Kentish was originally spoken over the whole southeastern part of England, including London and Essex, but during the ME period its area was steadily diminished by the encroachment of the East Midland dialect, especially after London became an East Midland-speaking city; in late ME the Kentish dialect was confined to Kent and Sussex. In the Early Modern period, after the London dialect had begun to replace the dialects of neighboring areas, Kentish died out, leaving no descendants.

Southern

The Southern dialect of ME was spoken in the area west of Sussex and south and southwest of the Thames. It was the direct descendant of the West Saxon dialect of OE, which was the colloquial basis for the Anglo-Saxon court dialect of OE. Southern ME is a conservative dialect, which shows little influence from other l-ges – most importantly, no Scandinavian influence. Descendants of Southern ME still survive in the working-class country dialects of the extreme southwest of England.

Northern

The inflectional systems of Northern ME nouns and verbs were already sharply reduced by 1300, and its syntax is also innovative. These developments were probably the result of Scandinavian influence. When the descendants of King Alfred the Great of Wessex reconquered those areas, the Scandinavian settlers, who spoke Old Norse, were obliged to learn Old English. But in some areas their settlements had so completely displaced the preexisting English settlements that they cannot have had sufficient contact with native speakers of OE to learn the l-ge well. They learned it badly, carrying over into their English various features of Norse, and also producing a simplified syntax that was neither good English nor good Norse.

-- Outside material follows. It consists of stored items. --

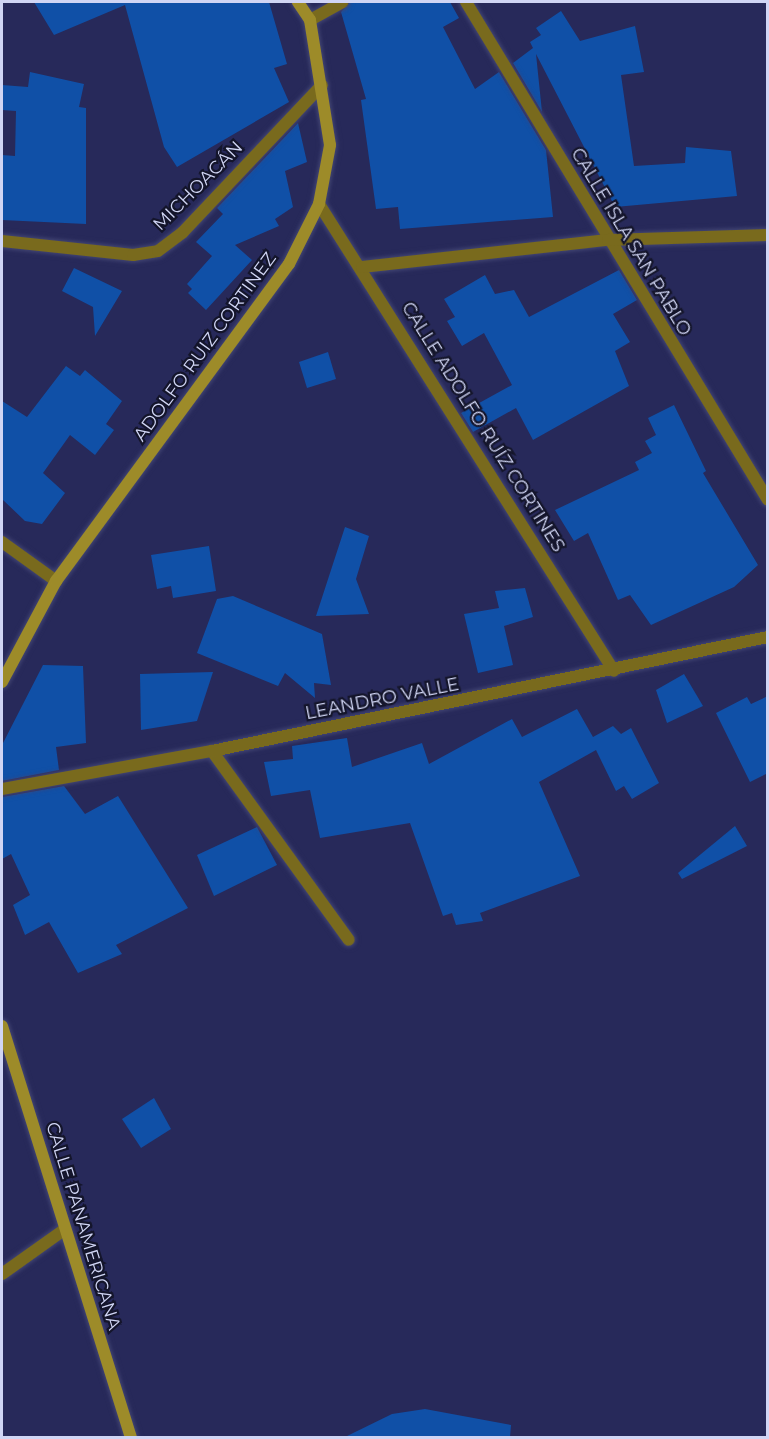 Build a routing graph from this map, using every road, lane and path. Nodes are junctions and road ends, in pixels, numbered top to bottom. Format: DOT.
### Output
graph roads {
  1 [pos="298,2"];
  2 [pos="342,2"];
  3 [pos="466,2"];
  4 [pos="310,20"];
  5 [pos="322,85"];
  6 [pos="319,204"];
  7 [pos="768,235"];
  8 [pos="608,240"];
  9 [pos="2,241"];
  10 [pos="362,267"];
  11 [pos="768,500"];
  12 [pos="2,542"];
  13 [pos="56,581"];
  14 [pos="768,637"];
  15 [pos="614,671"];
  16 [pos="2,682"];
  17 [pos="212,751"];
  18 [pos="2,789"];
  19 [pos="349,940"];
  20 [pos="2,1026"];
  21 [pos="65,1229"];
  22 [pos="2,1274"];
  23 [pos="126,1435"];
  1 -- 4 [label="main road, ADOLFO RUIZ CORTINEZ"];
  2 -- 4 [label="street"];
  3 -- 8 [label="street, CALLE ISLA SAN PABLO"];
  4 -- 5 [label="main road, ADOLFO RUIZ CORTINEZ"];
  5 -- 6 [label="main road, ADOLFO RUIZ CORTINEZ"];
  5 -- 9 [label="street, MICHOACÁN"];
  6 -- 10 [label="street, CALLE ADOLFO RUÍZ CORTINES"];
  6 -- 13 [label="main road, ADOLFO RUIZ CORTINEZ"];
  7 -- 8 [label="street"];
  8 -- 10 [label="street"];
  8 -- 11 [label="street, CALLE ISLA SAN PABLO"];
  10 -- 15 [label="street, CALLE ADOLFO RUÍZ CORTINES"];
  12 -- 13 [label="street"];
  13 -- 16 [label="main road, ADOLFO RUIZ CORTINEZ"];
  14 -- 15 [label="street, LEANDRO VALLE"];
  15 -- 17 [label="street, LEANDRO VALLE"];
  17 -- 18 [label="street, LEANDRO VALLE"];
  17 -- 19 [label="street"];
  20 -- 21 [label="main road, CALLE PANAMERICANA"];
  21 -- 22 [label="street"];
  21 -- 23 [label="main road, CALLE PANAMERICANA"];
}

East-Midland and West-Midland

The East-Midland and West-Midland dialects of ME are intermediate between the Northern and Southern/Kentish extremes. In the West Midlands there is a gradation of dialect peculiarities from Northern to Southern as one moves from Lancashire to Cheshire and then down the Severn valley. This dialect has left modern descendants in the working class country dialects of the area. The northern parts of its dialect area were also an area of heavy Scandinavian settlement, so that northern East-Midland ME shows the same kinds of rapid development as its Northern neighbor. In the 13th c. this part of England, especially Norfolk and Suffolk, began to outstrip the rest of the country in prosperity and population because of the excellence of its agriculture, and increasing numbers of well-to-do speakers of East-Midland began to move to London, bringing their dialect with them. Since the London dialect steadily gained in prestige from that time on and began to develop into a literary standard, the northern, Scandinavianized variety of East-Midland became the basis of standard ModE. For that reason, East-Midland is by far the most important dialect of ME for the subsequent development of the l-ge.